Copy the entries character for character.
- Opening Delimiter -
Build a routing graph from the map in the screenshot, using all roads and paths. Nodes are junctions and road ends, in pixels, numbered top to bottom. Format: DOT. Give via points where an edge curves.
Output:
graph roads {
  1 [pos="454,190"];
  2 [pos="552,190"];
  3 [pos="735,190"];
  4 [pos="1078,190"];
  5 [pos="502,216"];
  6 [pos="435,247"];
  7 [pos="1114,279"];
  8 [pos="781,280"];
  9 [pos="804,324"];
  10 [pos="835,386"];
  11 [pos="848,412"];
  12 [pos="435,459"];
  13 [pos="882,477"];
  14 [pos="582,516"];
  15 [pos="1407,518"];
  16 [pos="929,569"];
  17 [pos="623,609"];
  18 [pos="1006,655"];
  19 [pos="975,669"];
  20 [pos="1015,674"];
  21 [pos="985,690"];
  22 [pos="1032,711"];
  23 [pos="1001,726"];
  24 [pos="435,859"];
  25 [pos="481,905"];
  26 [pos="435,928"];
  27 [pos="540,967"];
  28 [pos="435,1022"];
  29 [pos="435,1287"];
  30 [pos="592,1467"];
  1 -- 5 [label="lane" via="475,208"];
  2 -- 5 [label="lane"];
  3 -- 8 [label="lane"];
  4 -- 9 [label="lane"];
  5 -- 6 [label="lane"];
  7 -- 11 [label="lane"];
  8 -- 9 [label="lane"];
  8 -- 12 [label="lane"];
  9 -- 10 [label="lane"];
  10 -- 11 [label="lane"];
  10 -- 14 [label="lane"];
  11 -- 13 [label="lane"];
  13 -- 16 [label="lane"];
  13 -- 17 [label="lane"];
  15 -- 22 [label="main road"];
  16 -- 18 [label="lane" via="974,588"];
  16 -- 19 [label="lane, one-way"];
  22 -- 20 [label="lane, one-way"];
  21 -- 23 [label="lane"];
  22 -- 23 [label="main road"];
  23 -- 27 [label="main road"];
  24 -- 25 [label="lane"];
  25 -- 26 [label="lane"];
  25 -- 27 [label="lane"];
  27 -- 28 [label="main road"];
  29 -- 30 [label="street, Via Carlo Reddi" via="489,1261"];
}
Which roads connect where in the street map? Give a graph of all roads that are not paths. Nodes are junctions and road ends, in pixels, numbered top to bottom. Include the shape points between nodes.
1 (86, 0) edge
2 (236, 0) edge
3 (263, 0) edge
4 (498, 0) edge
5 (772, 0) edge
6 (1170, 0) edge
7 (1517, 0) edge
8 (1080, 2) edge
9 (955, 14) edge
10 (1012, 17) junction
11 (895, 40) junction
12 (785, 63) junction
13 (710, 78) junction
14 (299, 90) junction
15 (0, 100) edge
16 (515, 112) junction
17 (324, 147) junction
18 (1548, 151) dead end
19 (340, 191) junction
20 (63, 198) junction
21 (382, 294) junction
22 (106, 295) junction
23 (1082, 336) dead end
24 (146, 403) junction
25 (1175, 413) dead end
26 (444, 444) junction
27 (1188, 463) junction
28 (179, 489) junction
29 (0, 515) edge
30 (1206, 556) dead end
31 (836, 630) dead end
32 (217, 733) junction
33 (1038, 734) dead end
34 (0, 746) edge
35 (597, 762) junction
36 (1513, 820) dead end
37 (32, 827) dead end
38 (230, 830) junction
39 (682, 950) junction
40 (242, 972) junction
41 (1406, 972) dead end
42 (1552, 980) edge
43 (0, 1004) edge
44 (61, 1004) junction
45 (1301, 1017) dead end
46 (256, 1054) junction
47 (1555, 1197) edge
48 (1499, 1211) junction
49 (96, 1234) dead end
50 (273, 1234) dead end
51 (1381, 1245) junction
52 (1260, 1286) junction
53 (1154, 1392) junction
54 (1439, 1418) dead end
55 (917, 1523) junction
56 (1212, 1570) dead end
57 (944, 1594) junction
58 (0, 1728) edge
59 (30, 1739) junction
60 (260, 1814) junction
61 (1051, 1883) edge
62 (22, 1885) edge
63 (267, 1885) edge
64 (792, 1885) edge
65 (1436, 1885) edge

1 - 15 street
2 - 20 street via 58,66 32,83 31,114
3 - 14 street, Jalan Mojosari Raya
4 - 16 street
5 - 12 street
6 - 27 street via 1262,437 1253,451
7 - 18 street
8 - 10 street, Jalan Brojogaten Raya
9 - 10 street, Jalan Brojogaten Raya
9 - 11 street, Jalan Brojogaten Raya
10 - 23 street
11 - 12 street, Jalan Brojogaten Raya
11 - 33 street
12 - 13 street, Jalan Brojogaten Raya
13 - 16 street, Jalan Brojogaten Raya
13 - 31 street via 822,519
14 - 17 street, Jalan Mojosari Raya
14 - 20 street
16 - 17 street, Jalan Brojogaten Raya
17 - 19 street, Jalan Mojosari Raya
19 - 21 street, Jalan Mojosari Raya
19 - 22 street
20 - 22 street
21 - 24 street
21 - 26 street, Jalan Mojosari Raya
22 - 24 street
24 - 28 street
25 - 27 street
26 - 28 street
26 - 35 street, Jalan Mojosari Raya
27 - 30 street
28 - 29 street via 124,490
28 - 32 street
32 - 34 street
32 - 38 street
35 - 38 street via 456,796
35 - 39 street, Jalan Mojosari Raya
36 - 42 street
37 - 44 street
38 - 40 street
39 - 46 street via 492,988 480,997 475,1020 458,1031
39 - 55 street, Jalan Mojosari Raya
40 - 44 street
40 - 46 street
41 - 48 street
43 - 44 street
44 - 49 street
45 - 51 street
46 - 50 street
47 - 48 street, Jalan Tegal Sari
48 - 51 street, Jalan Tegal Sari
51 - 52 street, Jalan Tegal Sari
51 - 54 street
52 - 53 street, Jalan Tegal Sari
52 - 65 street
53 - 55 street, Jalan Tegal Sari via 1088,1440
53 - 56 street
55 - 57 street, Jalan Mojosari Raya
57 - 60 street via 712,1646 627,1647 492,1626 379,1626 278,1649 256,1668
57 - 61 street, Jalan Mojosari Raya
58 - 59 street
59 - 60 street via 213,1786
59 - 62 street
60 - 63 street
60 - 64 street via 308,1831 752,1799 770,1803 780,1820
- Closing Delimiter -
:: RESPONSE BOX ::
Build a routing graph from the map in the screenshot, using all roads and paths. Nodes are junctions and road ends, in pixels, numbered top to bottom. Format: DOT. Give via points where an edge curves.
Output:
graph roads {
  1 [pos="454,190"];
  2 [pos="552,190"];
  3 [pos="735,190"];
  4 [pos="1078,190"];
  5 [pos="502,216"];
  6 [pos="435,247"];
  7 [pos="1114,279"];
  8 [pos="781,280"];
  9 [pos="804,324"];
  10 [pos="835,386"];
  11 [pos="848,412"];
  12 [pos="435,459"];
  13 [pos="882,477"];
  14 [pos="582,516"];
  15 [pos="1407,518"];
  16 [pos="929,569"];
  17 [pos="623,609"];
  18 [pos="1006,655"];
  19 [pos="975,669"];
  20 [pos="1015,674"];
  21 [pos="985,690"];
  22 [pos="1032,711"];
  23 [pos="1001,726"];
  24 [pos="435,859"];
  25 [pos="481,905"];
  26 [pos="435,928"];
  27 [pos="540,967"];
  28 [pos="435,1022"];
  29 [pos="435,1287"];
  30 [pos="592,1467"];
  1 -- 5 [label="lane" via="475,208"];
  2 -- 5 [label="lane"];
  3 -- 8 [label="lane"];
  4 -- 9 [label="lane"];
  5 -- 6 [label="lane"];
  7 -- 11 [label="lane"];
  8 -- 9 [label="lane"];
  8 -- 12 [label="lane"];
  9 -- 10 [label="lane"];
  10 -- 11 [label="lane"];
  10 -- 14 [label="lane"];
  11 -- 13 [label="lane"];
  13 -- 16 [label="lane"];
  13 -- 17 [label="lane"];
  15 -- 22 [label="main road"];
  16 -- 18 [label="lane" via="974,588"];
  16 -- 19 [label="lane, one-way"];
  22 -- 20 [label="lane, one-way"];
  21 -- 23 [label="lane"];
  22 -- 23 [label="main road"];
  23 -- 27 [label="main road"];
  24 -- 25 [label="lane"];
  25 -- 26 [label="lane"];
  25 -- 27 [label="lane"];
  27 -- 28 [label="main road"];
  29 -- 30 [label="street, Via Carlo Reddi" via="489,1261"];
}
Which roads connect where in the street map? Give a graph of all roads that are not paths. Nodes are junctions and road ends, in pixels, numbered top to bottom. Include the shape points between nodes.
1 (86, 0) edge
2 (236, 0) edge
3 (263, 0) edge
4 (498, 0) edge
5 (772, 0) edge
6 (1170, 0) edge
7 (1517, 0) edge
8 (1080, 2) edge
9 (955, 14) edge
10 (1012, 17) junction
11 (895, 40) junction
12 (785, 63) junction
13 (710, 78) junction
14 (299, 90) junction
15 (0, 100) edge
16 (515, 112) junction
17 (324, 147) junction
18 (1548, 151) dead end
19 (340, 191) junction
20 (63, 198) junction
21 (382, 294) junction
22 (106, 295) junction
23 (1082, 336) dead end
24 (146, 403) junction
25 (1175, 413) dead end
26 (444, 444) junction
27 (1188, 463) junction
28 (179, 489) junction
29 (0, 515) edge
30 (1206, 556) dead end
31 (836, 630) dead end
32 (217, 733) junction
33 (1038, 734) dead end
34 (0, 746) edge
35 (597, 762) junction
36 (1513, 820) dead end
37 (32, 827) dead end
38 (230, 830) junction
39 (682, 950) junction
40 (242, 972) junction
41 (1406, 972) dead end
42 (1552, 980) edge
43 (0, 1004) edge
44 (61, 1004) junction
45 (1301, 1017) dead end
46 (256, 1054) junction
47 (1555, 1197) edge
48 (1499, 1211) junction
49 (96, 1234) dead end
50 (273, 1234) dead end
51 (1381, 1245) junction
52 (1260, 1286) junction
53 (1154, 1392) junction
54 (1439, 1418) dead end
55 (917, 1523) junction
56 (1212, 1570) dead end
57 (944, 1594) junction
58 (0, 1728) edge
59 (30, 1739) junction
60 (260, 1814) junction
61 (1051, 1883) edge
62 (22, 1885) edge
63 (267, 1885) edge
64 (792, 1885) edge
65 (1436, 1885) edge

1 - 15 street
2 - 20 street via 58,66 32,83 31,114
3 - 14 street, Jalan Mojosari Raya
4 - 16 street
5 - 12 street
6 - 27 street via 1262,437 1253,451
7 - 18 street
8 - 10 street, Jalan Brojogaten Raya
9 - 10 street, Jalan Brojogaten Raya
9 - 11 street, Jalan Brojogaten Raya
10 - 23 street
11 - 12 street, Jalan Brojogaten Raya
11 - 33 street
12 - 13 street, Jalan Brojogaten Raya
13 - 16 street, Jalan Brojogaten Raya
13 - 31 street via 822,519
14 - 17 street, Jalan Mojosari Raya
14 - 20 street
16 - 17 street, Jalan Brojogaten Raya
17 - 19 street, Jalan Mojosari Raya
19 - 21 street, Jalan Mojosari Raya
19 - 22 street
20 - 22 street
21 - 24 street
21 - 26 street, Jalan Mojosari Raya
22 - 24 street
24 - 28 street
25 - 27 street
26 - 28 street
26 - 35 street, Jalan Mojosari Raya
27 - 30 street
28 - 29 street via 124,490
28 - 32 street
32 - 34 street
32 - 38 street
35 - 38 street via 456,796
35 - 39 street, Jalan Mojosari Raya
36 - 42 street
37 - 44 street
38 - 40 street
39 - 46 street via 492,988 480,997 475,1020 458,1031
39 - 55 street, Jalan Mojosari Raya
40 - 44 street
40 - 46 street
41 - 48 street
43 - 44 street
44 - 49 street
45 - 51 street
46 - 50 street
47 - 48 street, Jalan Tegal Sari
48 - 51 street, Jalan Tegal Sari
51 - 52 street, Jalan Tegal Sari
51 - 54 street
52 - 53 street, Jalan Tegal Sari
52 - 65 street
53 - 55 street, Jalan Tegal Sari via 1088,1440
53 - 56 street
55 - 57 street, Jalan Mojosari Raya
57 - 60 street via 712,1646 627,1647 492,1626 379,1626 278,1649 256,1668
57 - 61 street, Jalan Mojosari Raya
58 - 59 street
59 - 60 street via 213,1786
59 - 62 street
60 - 63 street
60 - 64 street via 308,1831 752,1799 770,1803 780,1820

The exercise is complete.